New York State Court of Claims

New York State Court of Claims

JONES v. STATE OF NEW YORK, #2005-018-471, Claim No. 105792, Motion No. M-69856


Synopsis


Claimant's motion to dismiss Defendant's second affirmative defense pursuant to CPLR 3211(b) is denied.

Case Information

UID:
2005-018-471
Claimant(s):
CHARLES JONES
Claimant short name:
JONES
Footnote (claimant name) :

Defendant(s):
STATE OF NEW YORK
Footnote (defendant name) :

Third-party claimant(s):

Third-party defendant(s):

Claim number(s):
105792
Motion number(s):
M-69856
Cross-motion number(s):

Judge:
DIANE L. FITZPATRICK
Claimant's attorney:
CHARLES JONESPRO SE
Defendant's attorney:
ELIOT SPITZER
Attorney General of the State of New York
By: JOEL L. MARMELSTEIN, ESQUIREAssistant Attorney General
Third-party defendant's attorney:

Signature date:
June 3, 2005
City:
Syracuse
Comments:

Official citation:

Appellate results:

See also (multicaptioned case)


Decision

Claimant brings this motion pursuant to CPLR 3211(b) seeking an order dismissing

Defendant's second affirmative defense on the ground that Defendant has set forth no facts that establish the defense.[1] Defendant opposes the motion.

The claim alleges that Claimant suffered injuries as a result of the State's gross negligence and reckless indifference for failing to properly clean the gymnasium floor at Ogdensburg Correctional Facility. Claimant allegedly fell while playing basketball as a result of cleaning fluid/wax residue left on the gymnasium floor.

Defendant interposed an Answer to the claim with three affirmative defenses. Defendant's second affirmative defense provides:
"Upon information and belief, whatever injuries and/or

damages the Claimant may have sustained at the time and

place alleged in the Claim were caused in whole or in part

or were contributed to by the culpable conduct, and want

of care on the part of the Claimant.

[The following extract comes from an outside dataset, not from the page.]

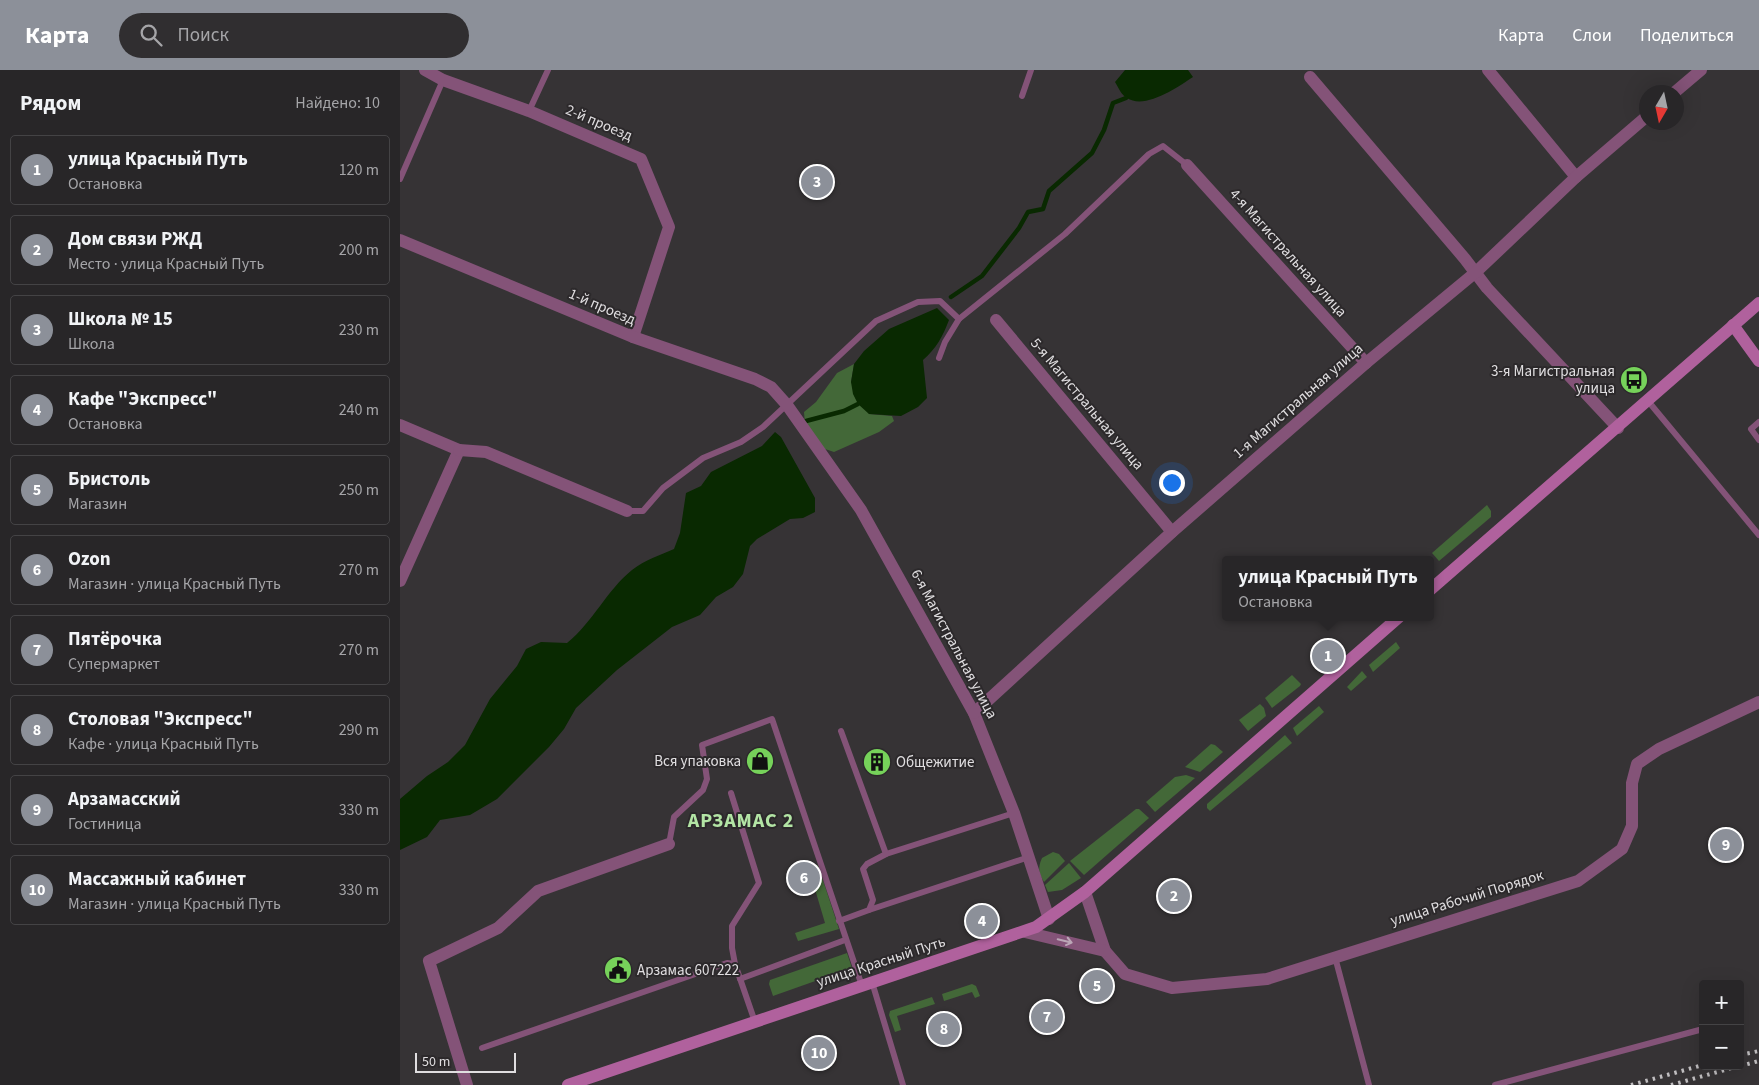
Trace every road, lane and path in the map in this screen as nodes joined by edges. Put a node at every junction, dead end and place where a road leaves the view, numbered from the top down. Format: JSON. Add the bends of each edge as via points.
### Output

That Claimant's potential

recovery in this action should be diminished in the portion

that the culpable conduct attributed to the Claim and at the trial

of this Claim bears to the culpable conduct which caused the

alleged injuries and/or damages."


CPLR 3211(b) provides that "[a] party may move for judgment dismissing one or more defenses, on the ground that a defense is not stated or has no merit." In determining such a motion, "the defendant is entitled to the benefit of every reasonable intendment of the pleading," (Becker v Elm Air Conditioning Co., 143 AD2d 965, 966). If there is any doubt as to whether the defense is meritorious it should not be dismissed (see Duboff v Bd. of Higher Educ. of the City of NY, 34 AD2d 824; Klapper v Shapiro, 154 Misc 2d 459; Siegel, NY Prac § 269, at 428 [3d ed.]) The proper inquiry on such a motion is whether the defendant actually has a defense rather than whether one is properly stated (Becker, 143 AD2d at 966). Statements of legal conclusions are acceptable, even if inconsistent (River House Realty Co., Inc. v Lico Contracting Inc., 172 AD2d 426).

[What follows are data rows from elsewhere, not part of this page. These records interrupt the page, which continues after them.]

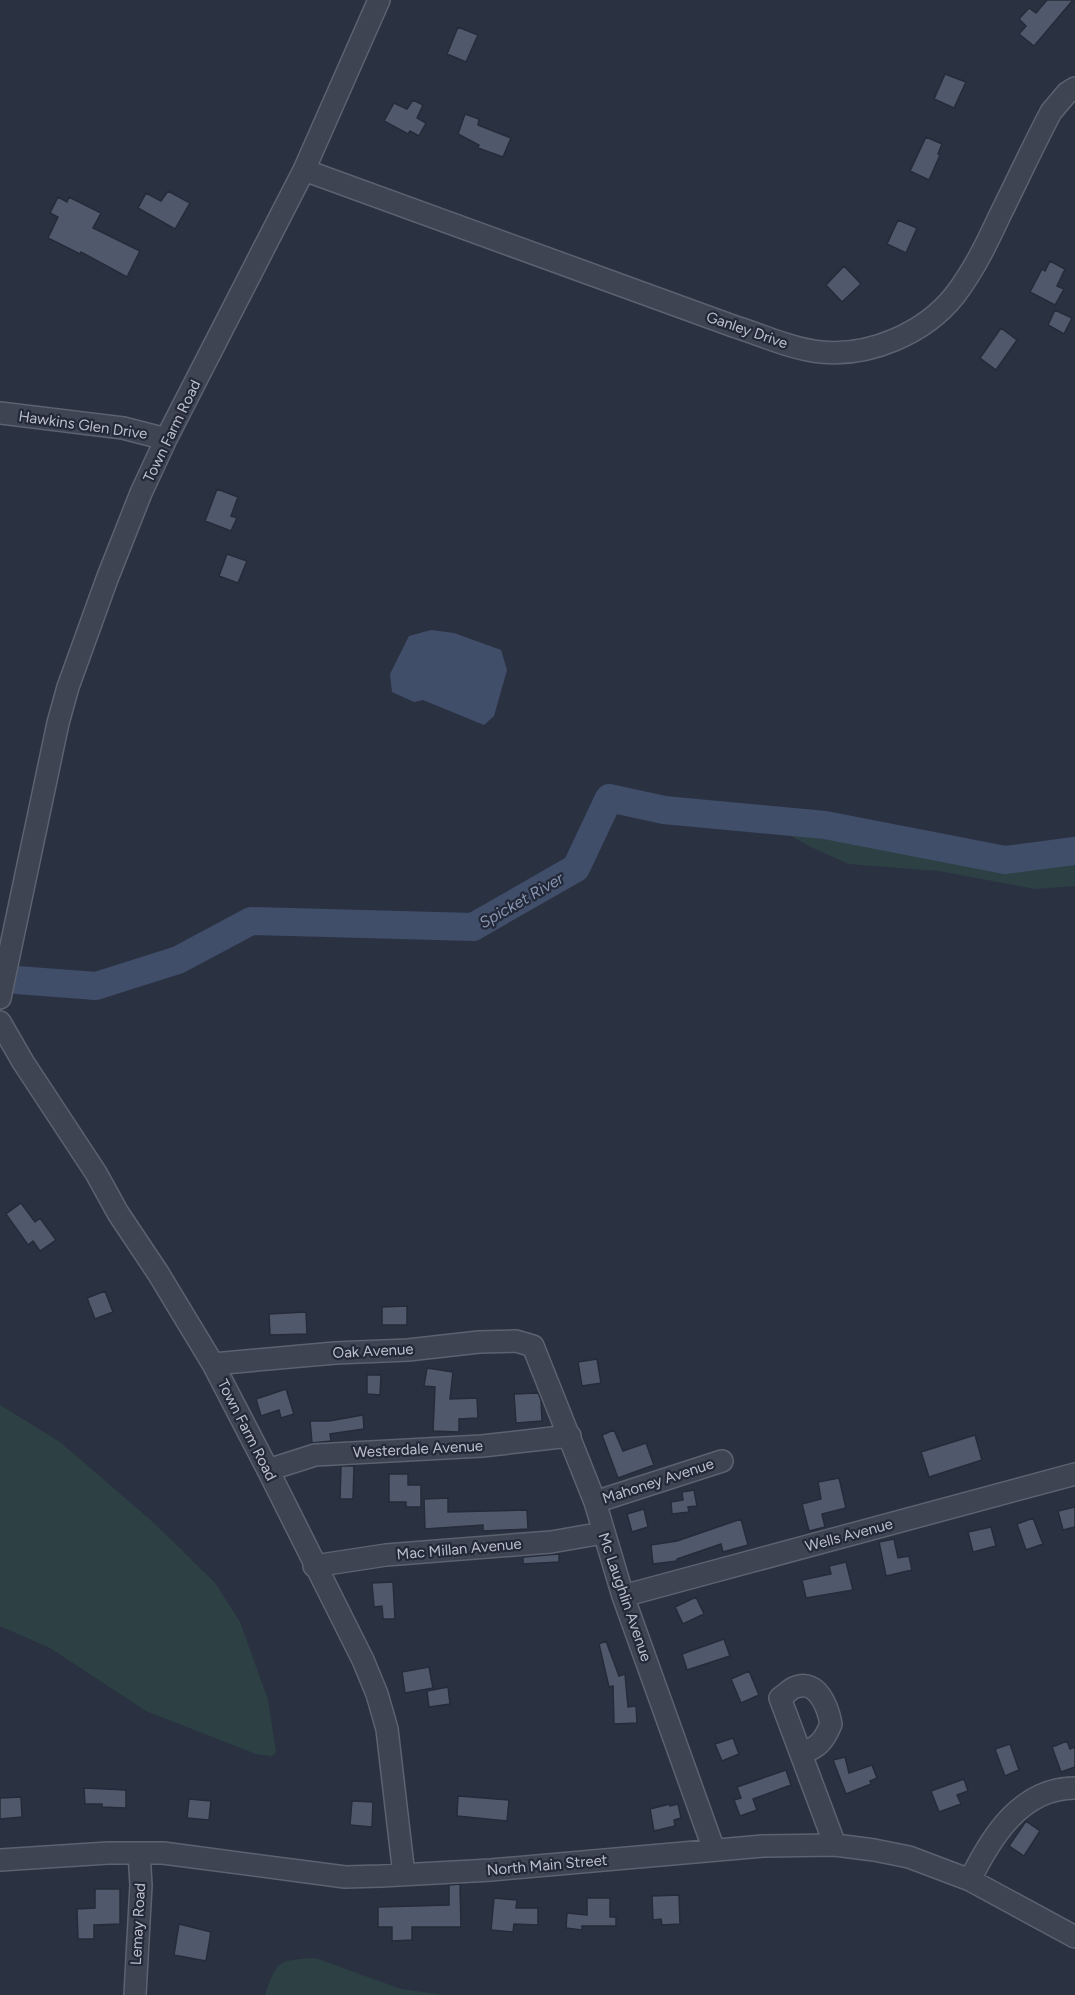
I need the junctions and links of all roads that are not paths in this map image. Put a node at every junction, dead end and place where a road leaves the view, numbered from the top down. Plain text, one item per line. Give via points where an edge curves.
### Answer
1 (379, 0) edge
2 (1075, 88) edge
3 (304, 170) junction
4 (0, 413) edge
5 (166, 439) junction
6 (3, 984) edge
7 (0, 1022) edge
8 (533, 1346) joint
9 (213, 1364) junction
10 (570, 1436) junction
11 (722, 1461) dead end
12 (268, 1470) junction
13 (1075, 1474) edge
14 (595, 1502) junction
15 (603, 1533) junction
16 (314, 1566) junction
17 (623, 1596) junction
18 (801, 1754) dead end
19 (1075, 1788) edge
20 (835, 1845) junction
21 (714, 1850) junction
22 (139, 1853) junction
23 (0, 1860) edge
24 (404, 1875) junction
25 (970, 1880) junction
26 (1075, 1937) edge
27 (135, 1995) edge

1 - 3 street, Town Farm Road
2 - 3 street, Ganley Drive via 1051,112 982,252 953,297 926,322 895,340 860,351 806,350
3 - 5 street, Town Farm Road
4 - 5 street, Hawkins Glen Drive via 123,428
5 - 6 street, Town Farm Road via 141,493 68,687
7 - 9 street, Town Farm Road
8 - 9 street, Oak Avenue via 516,1341 479,1342
8 - 10 street, Mc Laughlin Avenue
9 - 12 street, Town Farm Road
10 - 12 street, Westerdale Avenue via 482,1446 315,1455
10 - 14 street, Mc Laughlin Avenue
11 - 14 street, Mahoney Avenue
12 - 16 street, Town Farm Road
13 - 17 street, Wells Avenue
14 - 15 street, Mc Laughlin Avenue
15 - 16 street, Mac Millan Avenue via 551,1542 386,1555
15 - 17 street, Mc Laughlin Avenue
16 - 24 street, Town Farm Road via 363,1660 382,1711
17 - 21 street, Mc Laughlin Avenue
18 - 20 street
19 - 25 street via 1047,1792 1017,1810 983,1852
20 - 21 street, North Main Street
20 - 25 street, North Main Street via 909,1857
21 - 24 street, North Main Street
22 - 23 street, North Main Street
22 - 24 street, North Main Street via 199,1856 345,1877
22 - 27 street, Lemay Road
25 - 26 street, North Main Street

In his motion, the Claimant asserts that Defendant has set forth no facts to establish the defense of culpable conduct. Claimant attaches Defendant's bill of particulars which provides that Defendant does not contend that Sergeant Eugene Cross or Correction Officer Irwin Shaver actually witnessed Claimant's fall, but rather, that those employees along with Larry King, Recreation Program Leader, were witnesses to the conditions existing at the time of Claimant's fall. Claimant contends that since these employees did not see his fall, Defendant can only speculate that his fall was the result of tripping over his own feet, someone else's feet or "otherwise" (Claimant's affidavit ¶¶ 5-6, Exhibit A ¶¶ 2 & 3).

There are no factual averments in Claimant's affidavit relating to his fall. The fact that Defendant's employees did not see Claimant's fall does not preclude Defendant's ability to establish Claimant's comparative negligence at trial through cross-examination or introducing documents, photographs, or even the shoes Claimant was wearing. Accordingly, Claimant's motion is DENIED.



June 3, 2005
Syracuse, New York

HON. DIANE L. FITZPATRICK
Judge of the Court of Claims


The Court has considered the following documents in deciding this motion:


Notice of Motion................................................................................................1


Affidavit of Charles Jones, in support, with exhibits attached thereto...............2


Affirmation of Joel L. Marmelstein, Esquire, Assistant Attorney General,

in opposition............................................................................................3


[1] Claimant's notice of motion actually indicates that he is seeking an order dismissing Defendant's culpable conduct defense and obtaining discovery of certain employees of the State. My chambers advised Claimant by letter dated March 18, 2005, that the discovery portion of the motion would not be heard without compliance with Uniform Rules for the Court of Claims § 206.8(b). An order should not be necessary to obtain disclosure from Defendant's employees unless there is a problem.